As far as we remember, the best plays, ancient and modern, are founded either on historical facts, or on legends, which, in all probability, had their origin in real events, that had undergone considerable changes by the inaccuracy, or even the genius of the narrators. This is to follow the order of nature, and in this case the action is seldom confined to the developement of one passion. All the Greek, and the greater number of Shakespeare's tragedies, have been so constituted. Miss Baillie's plan was therefore a bold innovation on a long

and universally established practice; but it is time to think of its execution. Independently of this fundamental mistake, we think she has sometimes erred in the delineation of her characters, and the developement of her fables. In De Montfort, where the passion that is to be illustrated is hatred, she seems to have been so engrossed with her favourite system, as to attend neither to consistency of character nor probability of incident. It is merely an outline, sketched by a bold and masterly hand certainly, but it wants the filling up, and the symmetry, as a whole, that gives the likeness to nature. If it were possible (and for the honour of human nature we trust it is not) that deadly hate could find a place in such a mind as De Montfort's;-that he should be gentle, and amiable, and benevolent to all but one man, and that the very thought of him should transform him into a fiend ;-that he should be so bereft of all good feelings as to assassinate the man who had twice spared his life;-there is no good cause assigned for this terrible outrage on humanity. A school-boy rivalship, a taunt, a sneer, are the front of Revenvelt's offending. Base and flagitious as men often are, we have never heard of a murder proceeding from such a cause; and we are confident that such a union never existed in the same mind (at least in a state of sanity) as in this fiction of Miss Baillie's imagination. Again, to appeal to Shakespeare, which is, in truth, to recur to nature, in Othello, the change from the devotion of love to the frenzy of jealousy, is as sudden as the flash of lightning, yet instantanecus as it is, it is in the natural current of events.

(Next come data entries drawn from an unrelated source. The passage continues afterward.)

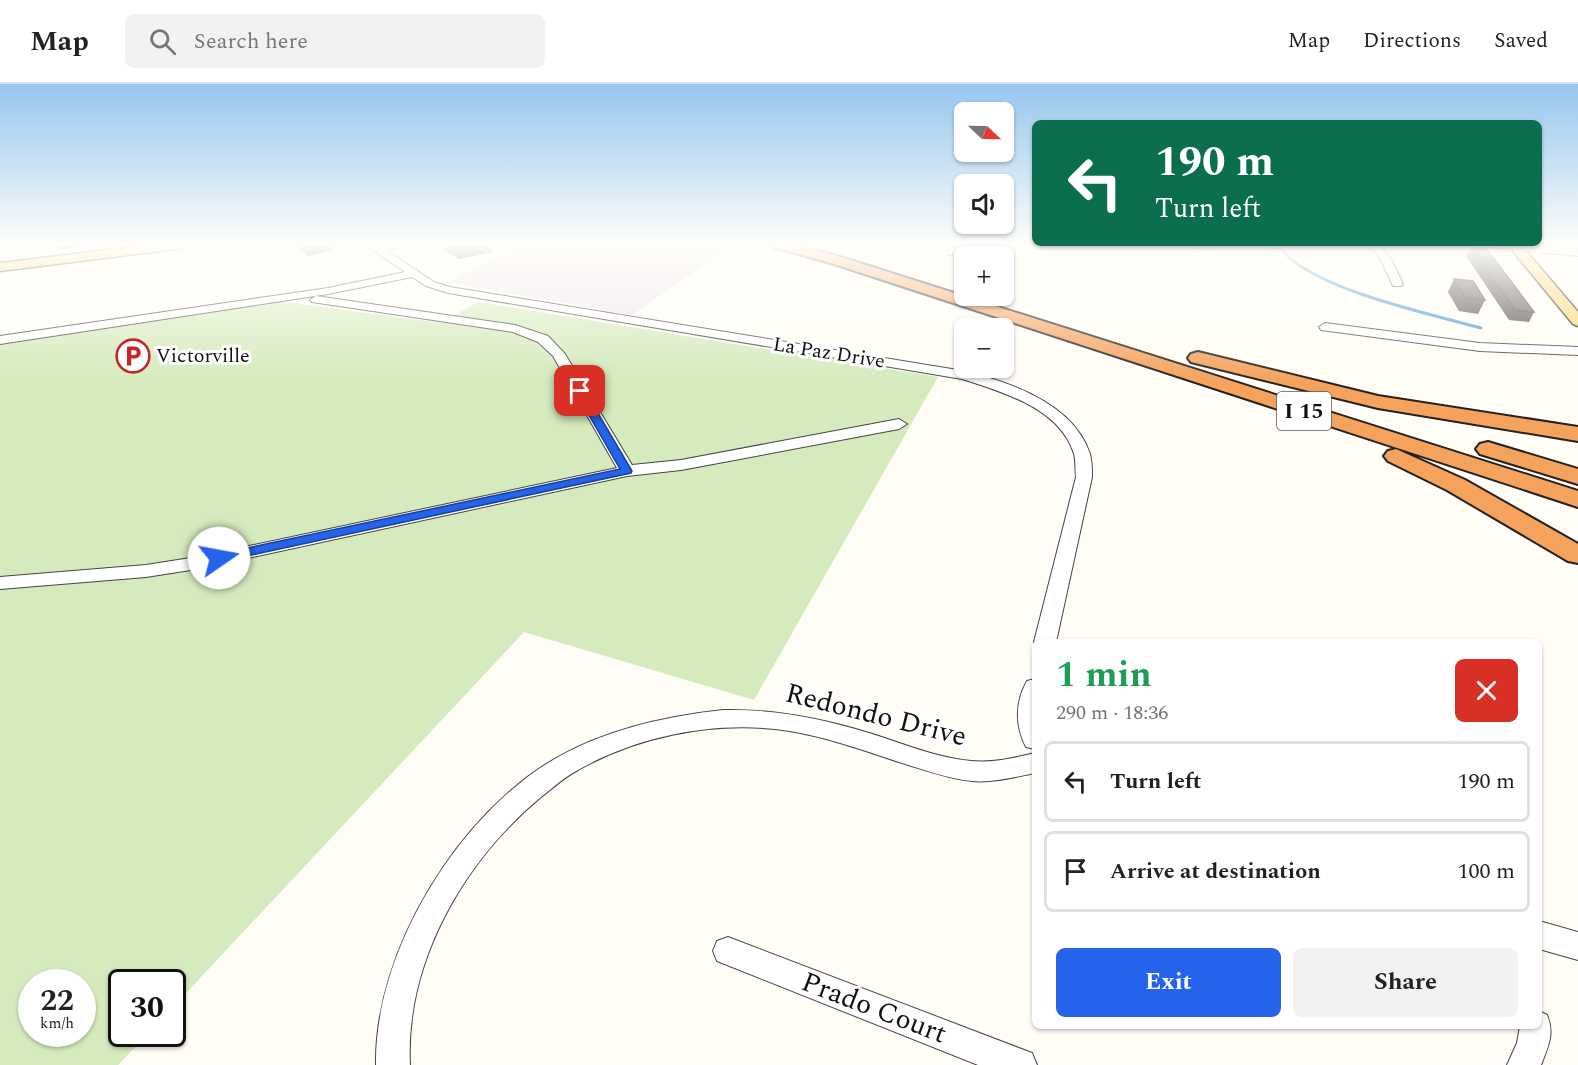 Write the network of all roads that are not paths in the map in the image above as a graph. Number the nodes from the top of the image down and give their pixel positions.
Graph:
1 (333, 290) edge
2 (452, 290) edge
3 (924, 290) edge
4 (1552, 290) edge
5 (477, 295) junction
6 (292, 296) junction
7 (1014, 302) edge
8 (436, 317) junction
9 (1578, 321) edge
10 (1030, 323) junction
11 (1325, 327) dead end
12 (0, 340) edge
13 (1578, 351) edge
14 (1190, 356) junction
15 (899, 424) dead end
16 (1578, 434) edge
17 (627, 471) junction
18 (1578, 477) edge
19 (1578, 499) edge
20 (1578, 555) edge
21 (0, 583) edge
22 (1046, 639) edge
23 (1032, 699) edge
24 (1032, 729) edge
25 (1032, 764) edge
26 (1542, 936) edge
27 (1578, 946) edge
28 (728, 951) dead end
29 (1536, 1029) edge
30 (393, 1065) edge
31 (1020, 1065) edge
32 (1524, 1065) edge

1 - 6 street
2 - 5 street, La Paz Drive
3 - 10 highway, I 15
4 - 9 main road
5 - 8 street
5 - 22 street, La Paz Drive
6 - 8 street
6 - 12 street
7 - 14 highway, I 15
8 - 17 street
10 - 19 highway, I 15
10 - 20 highway
11 - 13 street
14 - 16 highway
14 - 18 highway, I 15
15 - 17 street
17 - 21 street
23 - 24 street
25 - 30 street, Redondo Drive
26 - 27 street
28 - 31 street, Prado Court
29 - 32 street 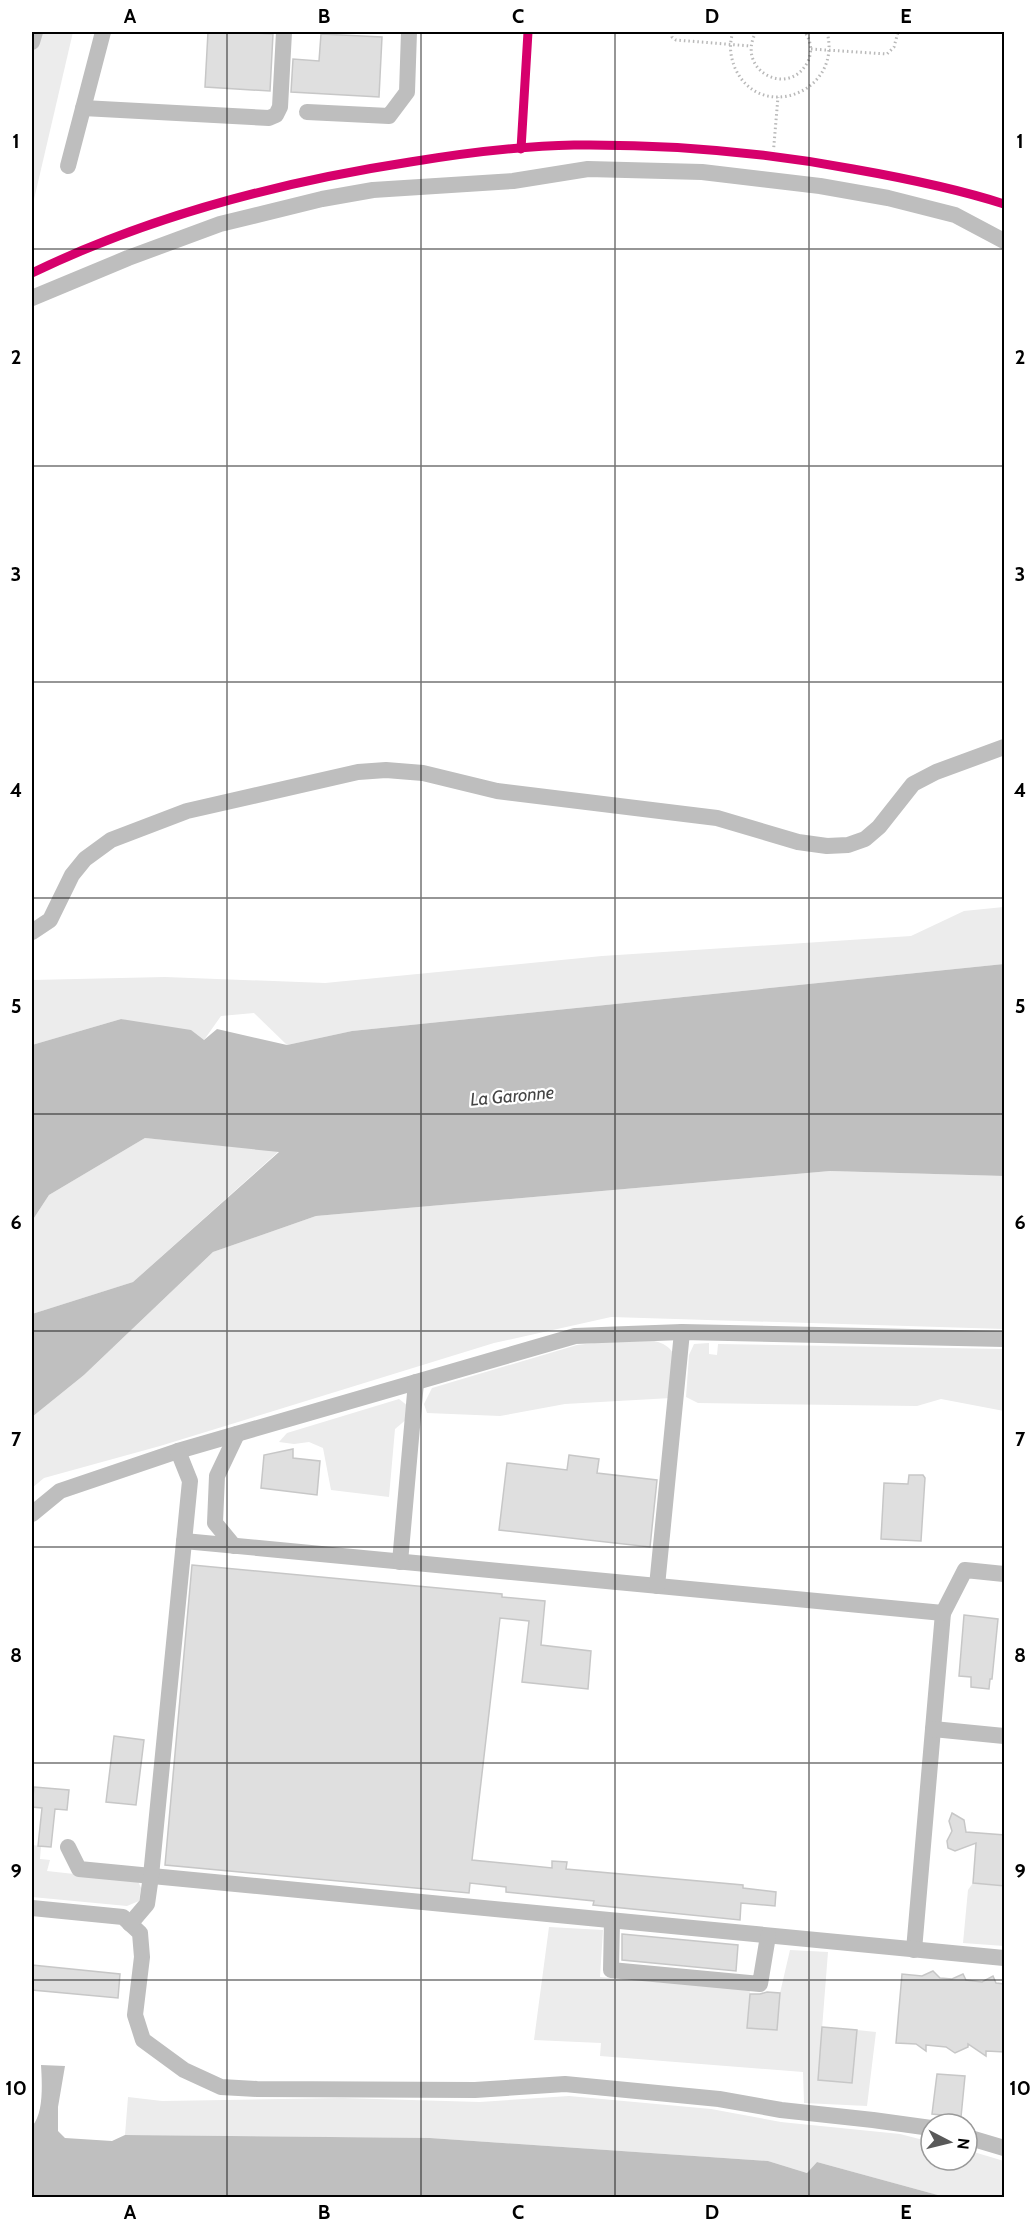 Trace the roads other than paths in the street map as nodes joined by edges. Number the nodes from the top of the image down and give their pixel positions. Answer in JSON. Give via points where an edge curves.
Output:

In such a character as the Moor, the scion of a semi-barbarous land, the passions are in the fiercest extremes; love is the adoration due to a divinity, and jealousy is a fiery tempest, that passes over its object to its destruction; and in this very instance Shakespeare has displayed the triumph of his genius in not omitting a single circumstance that could operate on such a mind, and in the natural and easy transition from love to jealousy, and from jealousy to madness, and from madness to murder.

It is the want of a proper soil in which to plant such a passion, and the culture necessary to its growth.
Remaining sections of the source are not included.